SUPPLIED ENTRIES ▸
━━━
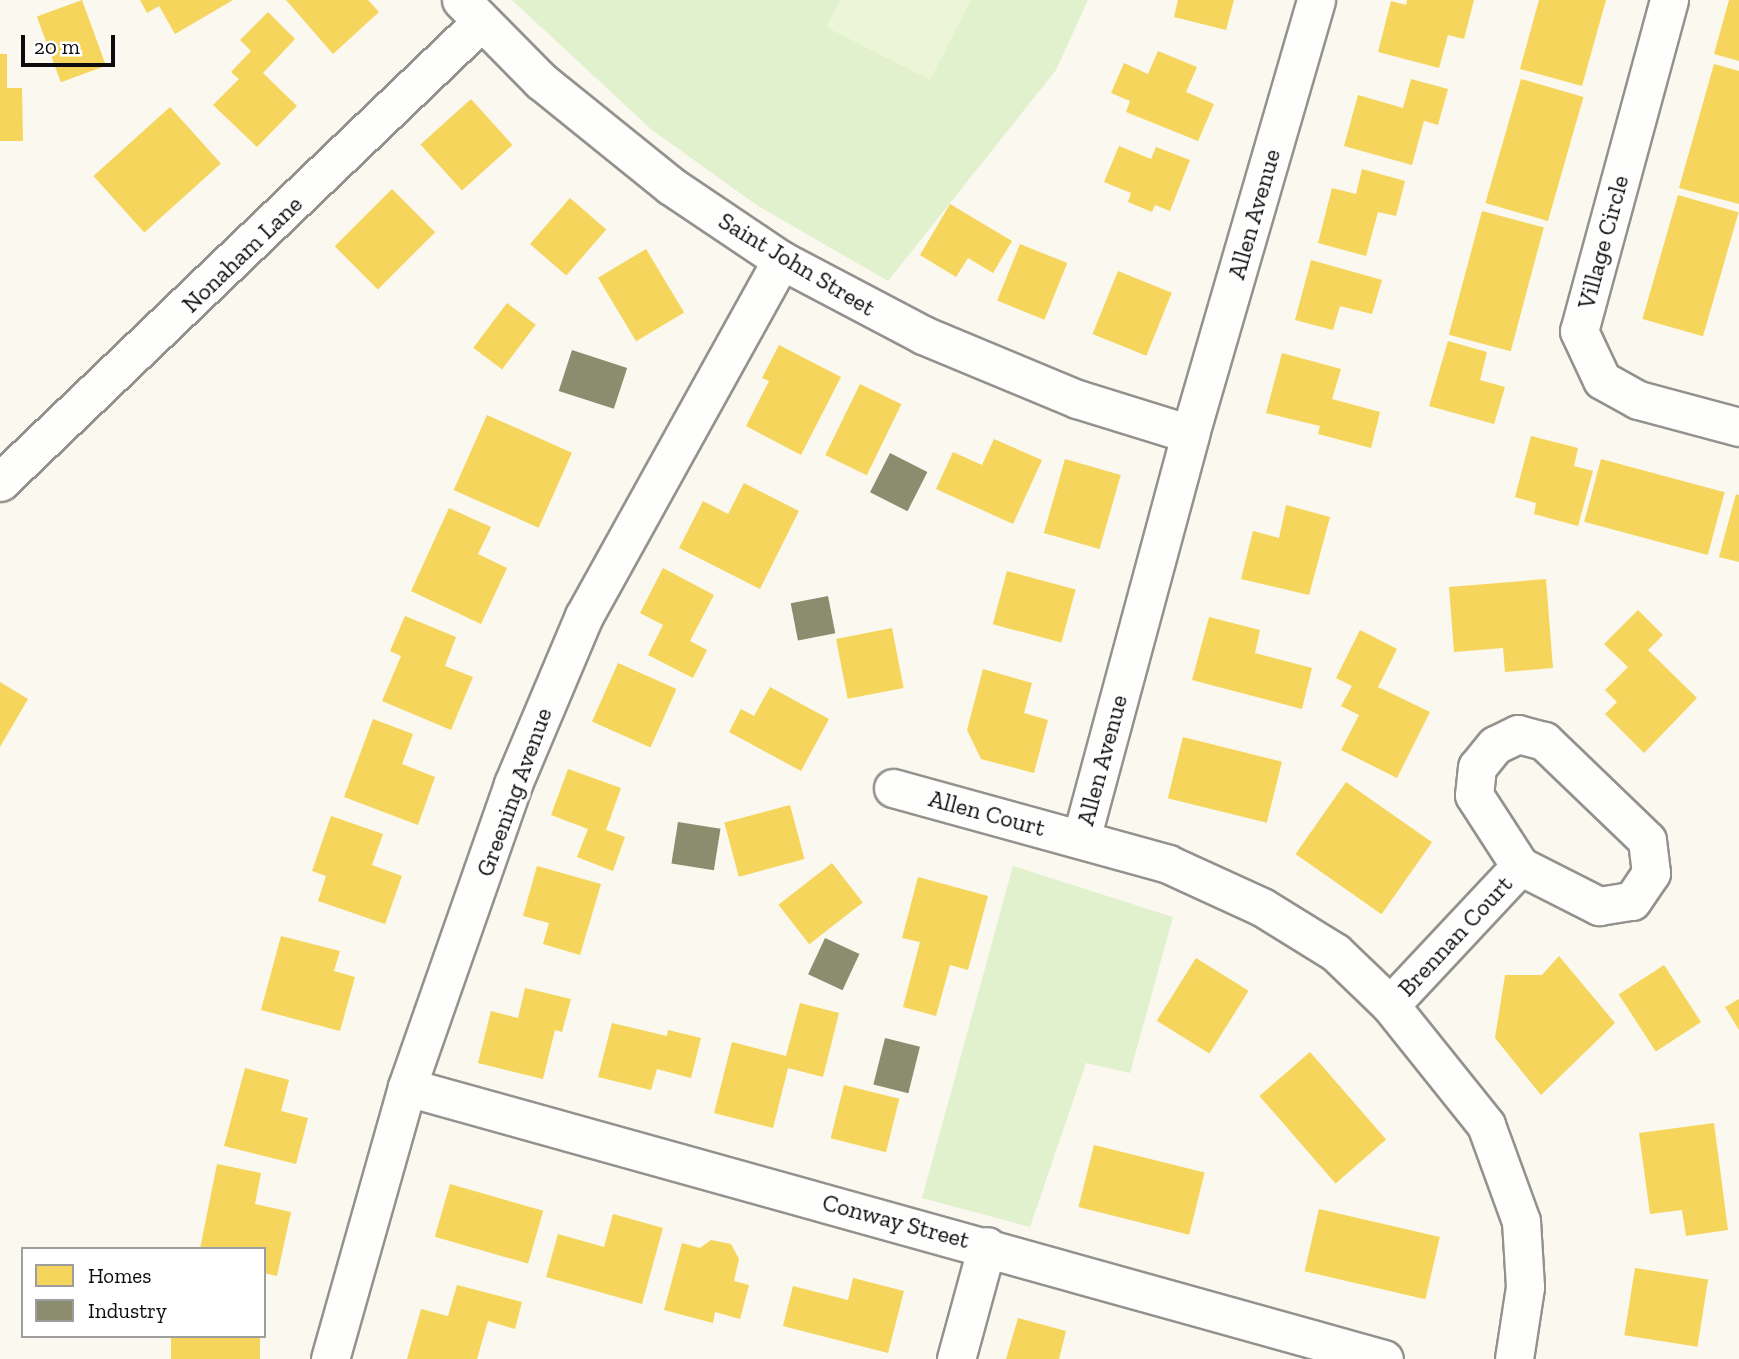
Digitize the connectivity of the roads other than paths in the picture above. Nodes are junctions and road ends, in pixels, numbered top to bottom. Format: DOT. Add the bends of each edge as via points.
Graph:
graph roads {
  1 [pos="1316,0"];
  2 [pos="1669,0"];
  3 [pos="470,12"];
  4 [pos="781,260"];
  5 [pos="1739,427"];
  6 [pos="1190,434"];
  7 [pos="0,482"];
  8 [pos="893,788"];
  9 [pos="1081,838"];
  10 [pos="1520,866"];
  11 [pos="1390,1005"];
  12 [pos="408,1087"];
  13 [pos="987,1246"];
  14 [pos="330,1359"];
  15 [pos="956,1359"];
  16 [pos="1384,1359"];
  17 [pos="1514,1359"];
  1 -- 6 [label="street, Allen Avenue"];
  2 -- 5 [label="street, Village Circle" via="1579,331 1602,380 1637,400"];
  3 -- 4 [label="street, Saint John Street" via="541,81 671,186"];
  3 -- 7 [label="street, Nonaham Lane"];
  4 -- 6 [label="street, Saint John Street" via="923,335 1077,399"];
  4 -- 12 [label="street, Greening Avenue" via="584,616 513,783"];
  6 -- 9 [label="street, Allen Avenue"];
  8 -- 9 [label="street, Allen Court"];
  9 -- 11 [label="street, Allen Avenue" via="1168,864 1262,906 1335,952"];
  10 -- 10 [label="street, Brennan Court" via="1474,795 1477,767 1495,745 1518,734 1544,741 1647,840 1652,872 1632,901 1599,906"];
  10 -- 11 [label="street, Brennan Court"];
  11 -- 17 [label="street, Allen Avenue" via="1486,1125 1521,1220 1525,1287"];
  12 -- 13 [label="street, Conway Street"];
  12 -- 14 [label="street, Greening Avenue"];
  13 -- 15 [label="street"];
  13 -- 16 [label="street, Conway Street"];
}
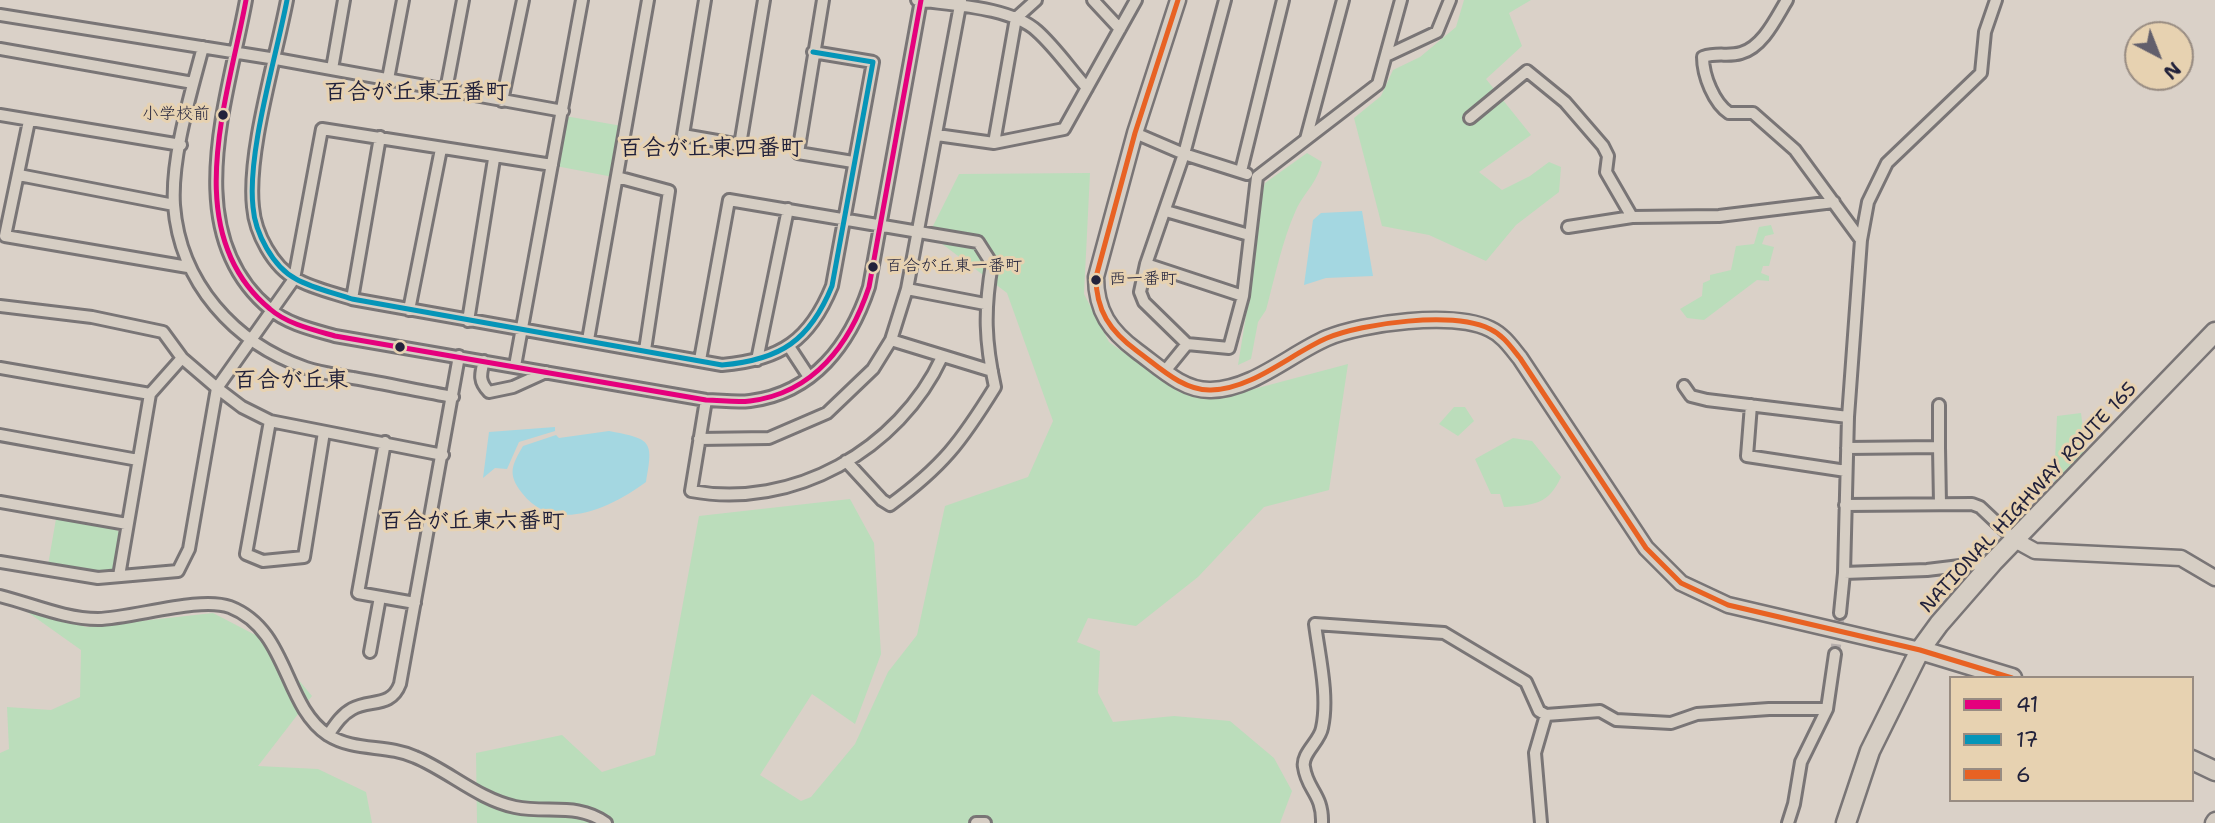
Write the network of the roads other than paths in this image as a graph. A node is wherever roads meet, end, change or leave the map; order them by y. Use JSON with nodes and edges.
━━━
EXERCISE DESCRIPTION ▸ Print the records again exactly, pictures excluded.

EXERCISE ANSWER ▸
Digitize the connectivity of the roads other than paths in the picture above. Nodes are junctions and road ends, in pixels, numbered top to bottom. Format: DOT. Add the bends of each edge as via points.
Graph:
graph roads {
  1 [pos="1316,0"];
  2 [pos="1669,0"];
  3 [pos="470,12"];
  4 [pos="781,260"];
  5 [pos="1739,427"];
  6 [pos="1190,434"];
  7 [pos="0,482"];
  8 [pos="893,788"];
  9 [pos="1081,838"];
  10 [pos="1520,866"];
  11 [pos="1390,1005"];
  12 [pos="408,1087"];
  13 [pos="987,1246"];
  14 [pos="330,1359"];
  15 [pos="956,1359"];
  16 [pos="1384,1359"];
  17 [pos="1514,1359"];
  1 -- 6 [label="street, Allen Avenue"];
  2 -- 5 [label="street, Village Circle" via="1579,331 1602,380 1637,400"];
  3 -- 4 [label="street, Saint John Street" via="541,81 671,186"];
  3 -- 7 [label="street, Nonaham Lane"];
  4 -- 6 [label="street, Saint John Street" via="923,335 1077,399"];
  4 -- 12 [label="street, Greening Avenue" via="584,616 513,783"];
  6 -- 9 [label="street, Allen Avenue"];
  8 -- 9 [label="street, Allen Court"];
  9 -- 11 [label="street, Allen Avenue" via="1168,864 1262,906 1335,952"];
  10 -- 10 [label="street, Brennan Court" via="1474,795 1477,767 1495,745 1518,734 1544,741 1647,840 1652,872 1632,901 1599,906"];
  10 -- 11 [label="street, Brennan Court"];
  11 -- 17 [label="street, Allen Avenue" via="1486,1125 1521,1220 1525,1287"];
  12 -- 13 [label="street, Conway Street"];
  12 -- 14 [label="street, Greening Avenue"];
  13 -- 15 [label="street"];
  13 -- 16 [label="street, Conway Street"];
}
Write the network of the roads other than paths in this image as a graph. A node is wherever roads meet, end, change or leave the map; order them by y. Use JSON with nodes and edges.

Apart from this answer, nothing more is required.